Possessing all the positive qualities of the classic film “rom-com,” Laura Winters’ winning new play “All of Me,” now being presented by The New Group at the Pershing Square Signature Center, has its 20something main characters, Lucy (Madison Ferris) and Alfonso (Danny J. Gomez) meet cute, fall in love almost instantly, exchange loads of witty banter, and endure more than enough conflict to make audiences wonder if the seemingly inevitable happy ending will actually happen.

Yet the play, sharply directed by Ashley Brooke Monroe, also has a much darker side (or two or three) than most Hollywood fare. To begin, both Lucy and Alfonso, who meet outside at a Schenectady hospital loading dock, are disabled. (She has a congenital condition that popped up in her teens; he has an acquired disability from near-birth). They communicate via AAC (alternative and augmentative communication) – which means they speak via TTS (text to speech technology that employs digital voices) -- while getting around in motorized vehicles.

As a result, while both characters, beautifully played by these disabled actors, are smart, attractive, and funny – Lucy has a particularly biting sense of humor -- you’re never completely unaware of the challenges they face in the world at large. Still, Winters is smart enough to not make you feel sorry for them – well, perhaps, at least until you meet their mothers.

Lucy’s mom Connie (Kyra Sedgwick, finally back on stage) is a working-class manicurist with two jobs, an incredibly bad back, a not-exactly-logical fear of opioids, three other people living in her house – including Lucy’s sister Jackie (an appealing Lily Mae Harrington) and her kind-hearted if less-than-responsible fiancé Moose (a fine Brian Furey Morabito) – and a firm belief in Jesus Christ.

What Connie doesn’t seem to really believe in is Lucy’s ability to really make her life better. Yes, she nags her about squeezing balls and doing vocal exercises – Lucy was a promising jazz singer before her disease ravaged her voice -- but one senses Connie is just waiting for a non-disabled knight in shining armor to rescue Lucy and take her away.

Sedgwick, an expert actress, does her best in making Connie believable and sympathetic, if occasionally too stubborn or thoughtless. But one wishes Winters had taken Coco Chanel’s legendary advice about wearing one too many accessories in creating Connie. We get the point that Connie is disabled in her own way (especially the bad back), but there are just too many character traits present for us to absorb and for Sedgwick to play.

Conversely, Winters does little more than sketch Alfonso’s snobby mother Elena (a well-cast Florencia Lozano), a chic, bilingual attorney from Manhattan who visits Alfonso regularly as he decorates his new house. Yep, she has plenty of money, but with an absent husband and a dependence on illegal drugs, she’s ultimately no happier than Connie. But, due to the short-shrift Winters gives Elena, we simply don’t feel the same sympathy for her as we do for Connie.
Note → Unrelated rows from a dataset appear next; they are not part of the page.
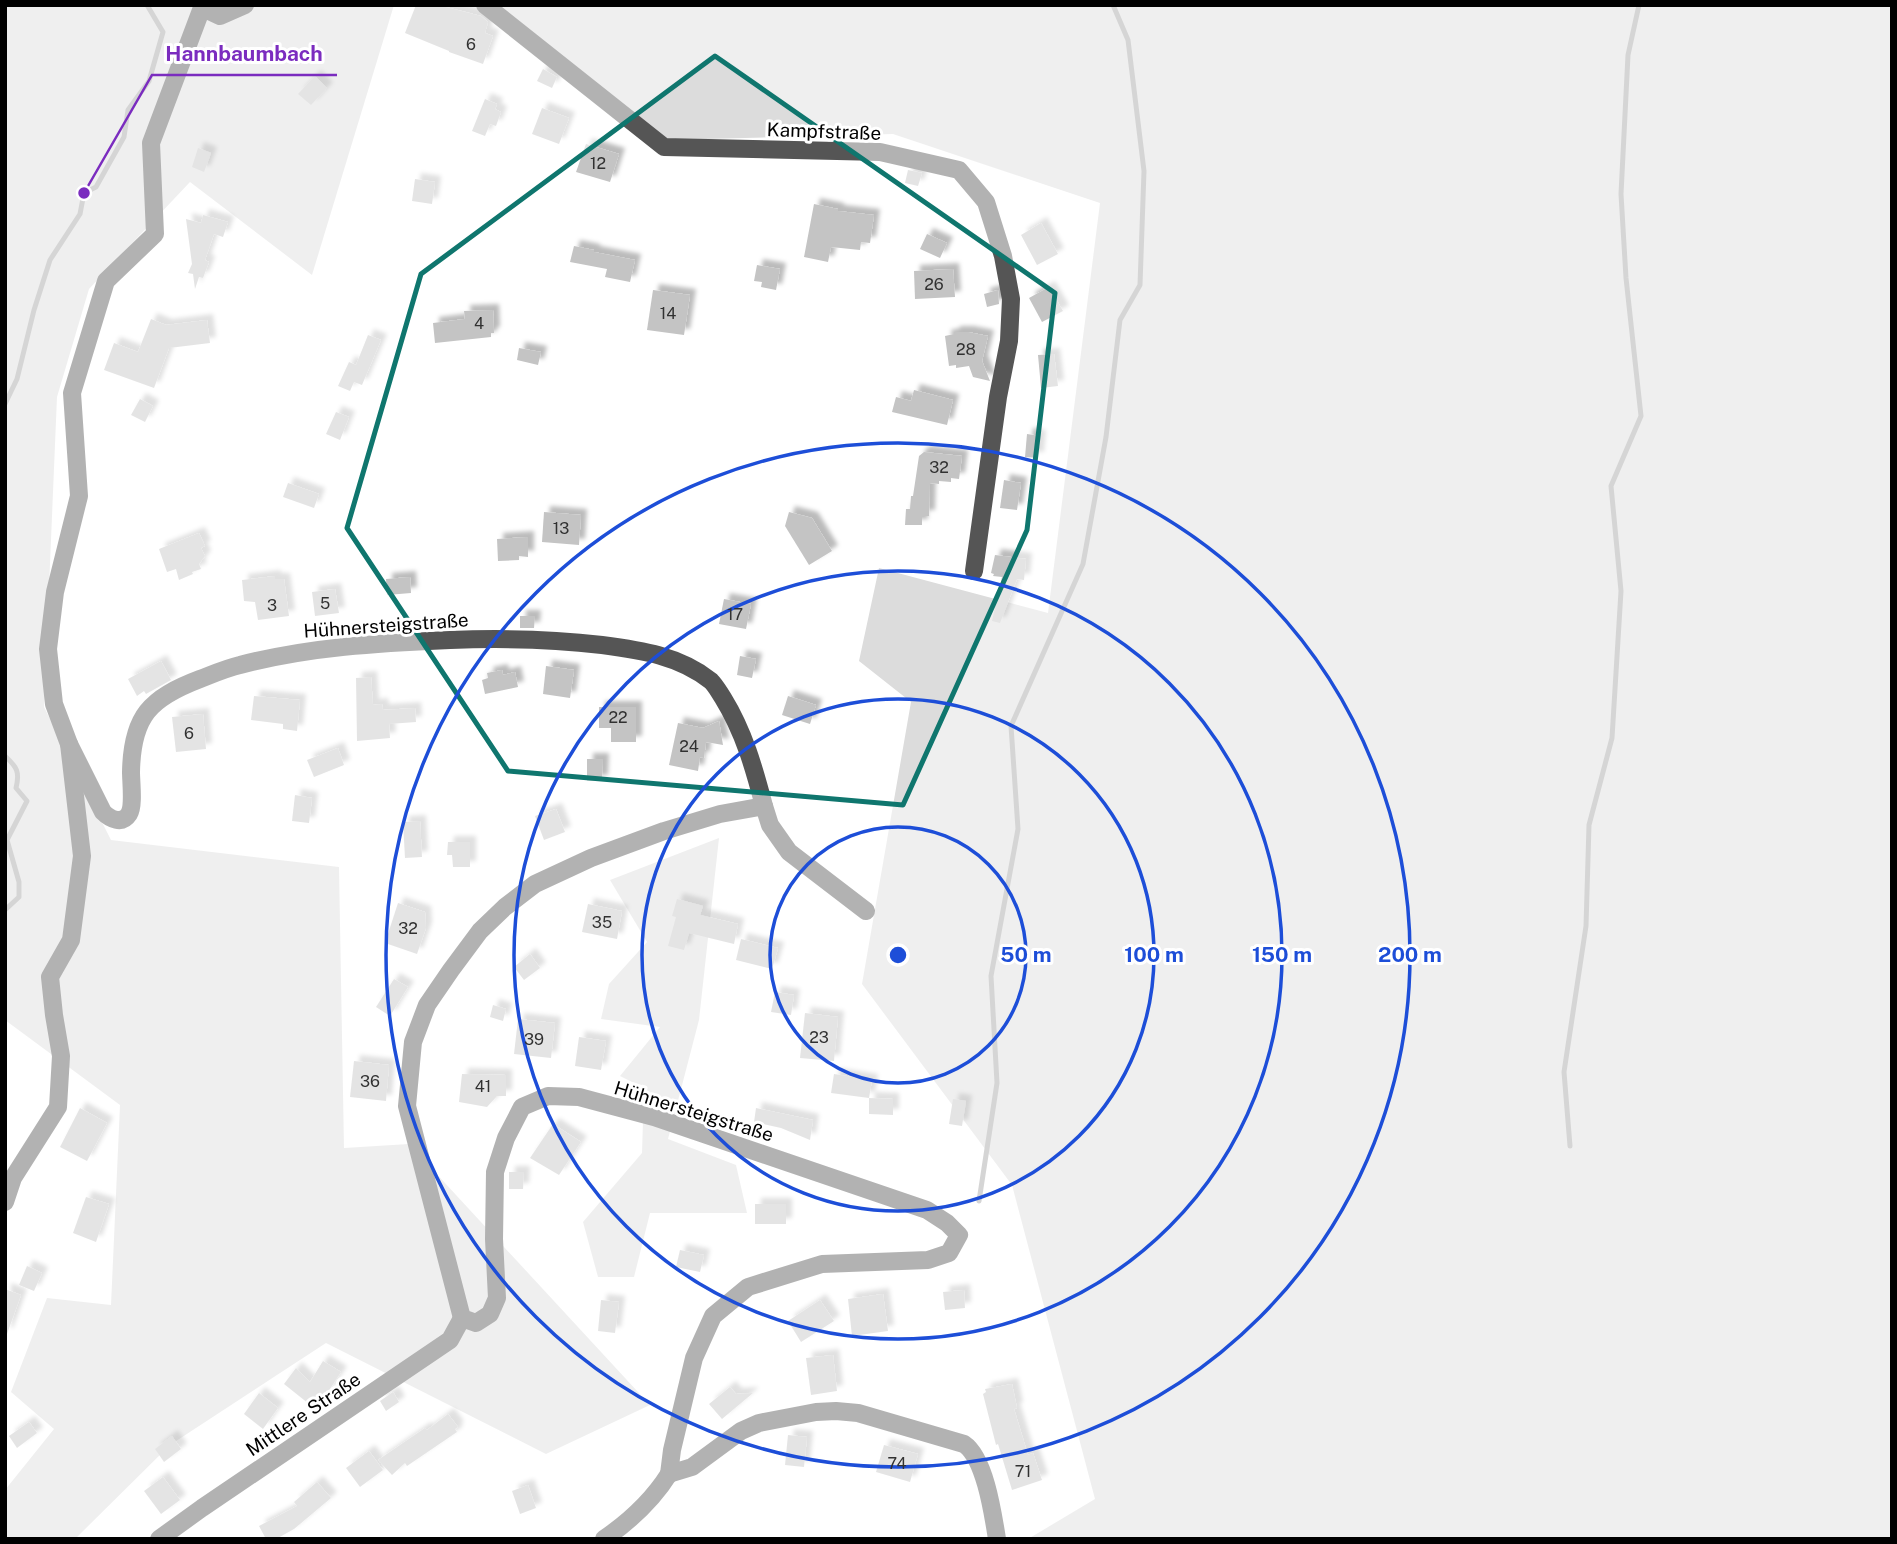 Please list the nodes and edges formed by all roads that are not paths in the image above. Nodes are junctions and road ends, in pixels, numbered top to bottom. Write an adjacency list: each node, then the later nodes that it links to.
1 (245, 5): 3 (street)
2 (485, 5): 4 (street, Kampfstraße)
3 (203, 7): 5 (street)
4 (974, 571)
5 (69, 744): 6 (street, Hühnersteigstraße); 8 (street)
6 (764, 806): 7 (street, Hühnersteigstraße); 9 (street)
7 (866, 911)
8 (5, 1202)
9 (462, 1318): 10 (street, Hühnersteigstraße); 11 (street, Mittlere Straße)
10 (670, 1474): 12 (street); 13 (street)
11 (159, 1539)
12 (604, 1539)
13 (997, 1539)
The biggest issue with the play, however, is how hard Winters tries to make the lovers’ class distinction a major issue, but their different economic statuses is not really the thing that comes between them. Nor are their mothers. Alfonso, a successful data scientist, ultimately has trouble seeing a future with the unambitious Lucy, who can’t even commit to touring a community college for one afternoon. One wishes this subject was explored more – and resolved far less easily -- than it is.

Still, original works that can make audiences laugh – and even cry – are a rarer commodity in theater than they should be these days. So, I’ll take “All of Me.” You should too!